Un rendez-vous manqué à Camp David

Le président américain, Donald Trump, a dû renoncer ce mercredi à dévoiler l’accord avec l’Iran qu’il promettait imminent depuis plusieurs jours. Alors que les médias s’attendaient à une annonce solennelle depuis Camp David, lieu historique des accords de paix au Moyen-Orient, une météo défavorable a contraint le déplacement du conseil des ministres vers la Maison-Blanche. Au cours de cette réunion, le président a reconnu n’avoir « rien à dévoiler », tout en affirmant que les Iraniens « veulent très profondément conclure un accord », mais que « jusqu’à présent, ils n’y sont pas arrivés ». Un constat d’échec qui contredit l’optimisme affiché le week-end précédent, lorsque le locataire de la Maison-Blanche qualifiait l’accord de « largement négocié ».

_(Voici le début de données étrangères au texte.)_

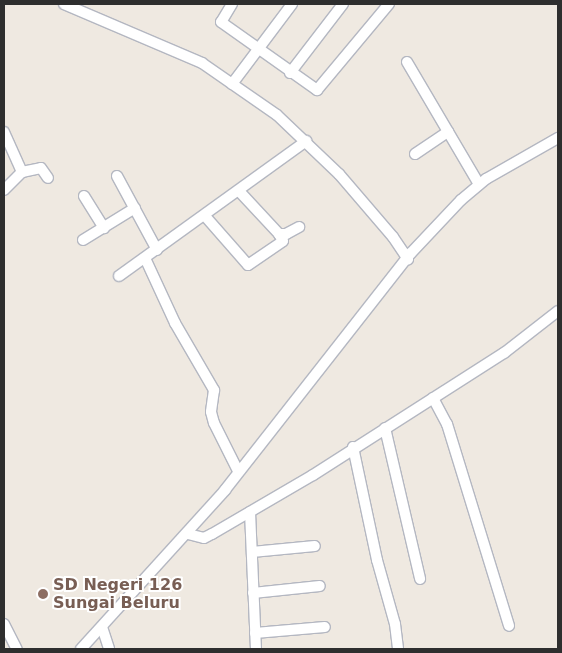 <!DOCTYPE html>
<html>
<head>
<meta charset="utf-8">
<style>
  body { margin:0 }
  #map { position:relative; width:562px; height:653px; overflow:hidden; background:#efe9e1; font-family:"DejaVu Sans",sans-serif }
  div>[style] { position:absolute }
  .roads { filter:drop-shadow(1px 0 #b4b7c1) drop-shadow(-1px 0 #b4b7c1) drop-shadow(0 1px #b4b7c1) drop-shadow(0 -1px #b4b7c1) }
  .street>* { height:10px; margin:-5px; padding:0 5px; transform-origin:5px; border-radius:5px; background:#fff }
  .dots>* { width:14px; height:14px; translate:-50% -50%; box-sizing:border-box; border:2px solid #fff; border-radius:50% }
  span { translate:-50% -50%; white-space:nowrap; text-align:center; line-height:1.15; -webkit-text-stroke:4px #fff; paint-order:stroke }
  .education-label { font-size:16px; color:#785e54; font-weight:700 }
  .left { translate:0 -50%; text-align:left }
  .frame { position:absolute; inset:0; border:5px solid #2e2e2e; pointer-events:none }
</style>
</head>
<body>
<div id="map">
  <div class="roads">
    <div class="street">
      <i style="left:64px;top:4px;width:150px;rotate:23.1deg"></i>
      <i style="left:202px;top:63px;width:91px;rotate:34.7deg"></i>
      <i style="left:277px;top:115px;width:86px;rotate:43.6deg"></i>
      <i style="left:339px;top:174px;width:83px;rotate:49.4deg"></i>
      <i style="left:393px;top:237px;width:27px;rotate:56deg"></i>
      <i style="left:232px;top:4px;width:21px;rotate:121deg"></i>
      <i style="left:221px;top:22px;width:118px;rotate:35.3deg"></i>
      <i style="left:317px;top:90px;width:112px;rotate:-50.1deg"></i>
      <i style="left:407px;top:62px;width:142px;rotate:59.5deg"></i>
      <i style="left:290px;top:73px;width:87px;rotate:-52.5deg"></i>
      <i style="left:232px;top:84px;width:100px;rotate:-53.1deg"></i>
      <i style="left:4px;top:132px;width:44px;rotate:65.8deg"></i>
      <i style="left:415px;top:154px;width:40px;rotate:-34deg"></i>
      <i style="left:117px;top:176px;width:84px;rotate:61.6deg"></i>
      <i style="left:4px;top:190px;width:25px;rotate:-45deg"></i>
      <i style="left:22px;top:172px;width:19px;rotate:-12deg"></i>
      <i style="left:41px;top:168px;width:12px;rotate:55deg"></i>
      <i style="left:239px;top:191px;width:59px;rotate:47.1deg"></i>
      <i style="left:279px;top:234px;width:7px"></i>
      <i style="left:286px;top:234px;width:15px;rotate:-28deg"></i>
      <i style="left:84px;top:196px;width:38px;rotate:58deg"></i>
      <i style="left:205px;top:216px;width:65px;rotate:48.7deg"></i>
      <i style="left:248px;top:265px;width:42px;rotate:-34.4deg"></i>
      <i style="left:283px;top:241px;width:8px;rotate:-120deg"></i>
      <i style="left:83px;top:240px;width:61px;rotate:-31.6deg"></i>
      <i style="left:145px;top:258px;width:72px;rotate:65.2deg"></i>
      <i style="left:175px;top:323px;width:78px;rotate:59.8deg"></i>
      <i style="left:214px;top:390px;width:22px;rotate:98deg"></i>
      <i style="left:211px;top:412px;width:11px;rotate:75deg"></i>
      <i style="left:214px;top:423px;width:54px;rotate:63.4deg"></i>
      <i style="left:119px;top:276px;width:231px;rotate:-35.8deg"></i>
      <i style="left:433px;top:398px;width:30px;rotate:62deg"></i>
      <i style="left:447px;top:424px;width:211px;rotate:72.9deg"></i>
      <i style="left:385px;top:428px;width:155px;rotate:76.9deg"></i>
      <i style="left:353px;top:447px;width:116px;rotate:78deg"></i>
      <i style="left:377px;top:560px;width:66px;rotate:74.3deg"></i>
      <i style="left:395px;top:624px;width:25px;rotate:83deg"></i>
      <i style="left:250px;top:512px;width:137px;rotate:87.5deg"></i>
      <i style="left:188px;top:534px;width:16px;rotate:14deg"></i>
      <i style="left:204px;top:538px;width:9px;rotate:-27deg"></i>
      <i style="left:212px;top:534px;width:117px;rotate:-30.3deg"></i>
      <i style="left:313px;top:475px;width:227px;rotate:-32.6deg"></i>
      <i style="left:504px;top:353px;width:68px;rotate:-37.9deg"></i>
      <i style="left:252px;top:552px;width:63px;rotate:-5.4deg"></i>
      <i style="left:253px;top:593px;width:67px;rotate:-6deg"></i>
      <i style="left:4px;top:624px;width:28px;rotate:63deg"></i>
      <i style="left:102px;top:627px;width:23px;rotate:72deg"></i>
      <i style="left:255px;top:633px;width:70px;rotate:-4.9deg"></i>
      <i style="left:81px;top:649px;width:215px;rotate:-47.8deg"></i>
      <i style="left:225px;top:490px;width:301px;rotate:-51.9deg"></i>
      <i style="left:411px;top:253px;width:73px;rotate:-46.7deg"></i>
      <i style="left:461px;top:200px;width:33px;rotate:-40deg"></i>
      <i style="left:486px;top:179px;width:83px;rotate:-29.7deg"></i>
    </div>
  </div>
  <div class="dots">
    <i style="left:43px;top:594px;background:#8d6e63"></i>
  </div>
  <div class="education-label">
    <span class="left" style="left:53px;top:594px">SD Negeri 126<br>Sungai Beluru</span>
  </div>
  <div class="frame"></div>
</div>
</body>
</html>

Un processus semé d’obstacles

L’accord en discussion, décrit par des sources proches des négociateurs comme un simple « mémorandum d’entente » d’une page, prévoirait un délai de soixante jours pour résoudre la question du nucléaire iranien et notamment celle de l’uranium enrichi, que le président américain nomme « poussière nucléaire ». L’impossibilité d’obtenir une capitulation complète de l’Iran exaspère le président, qui voit sa crédibilité mise à mal par des semaines de revirements. Selon des collaborateurs, il est particulièrement irrité par les commentaires affirmant que l’impasse le fait paraître faible. Pourtant, chaque nouvelle menace ou ultimatum américain a été déjoué par Téhéran, qui a réussi à faire prolonger le cessez-le-feu en place depuis la visite infructueuse du vice-président Vance à Islamabad à la mi-avril. Le président hésite à reprendre les hostilités, conscient de l’épuisement des stocks de munitions américains et craignant des représailles iraniennes contre les infrastructures énergétiques des pays du Golfe, ce qui aggraverait la crise énergétique mondiale.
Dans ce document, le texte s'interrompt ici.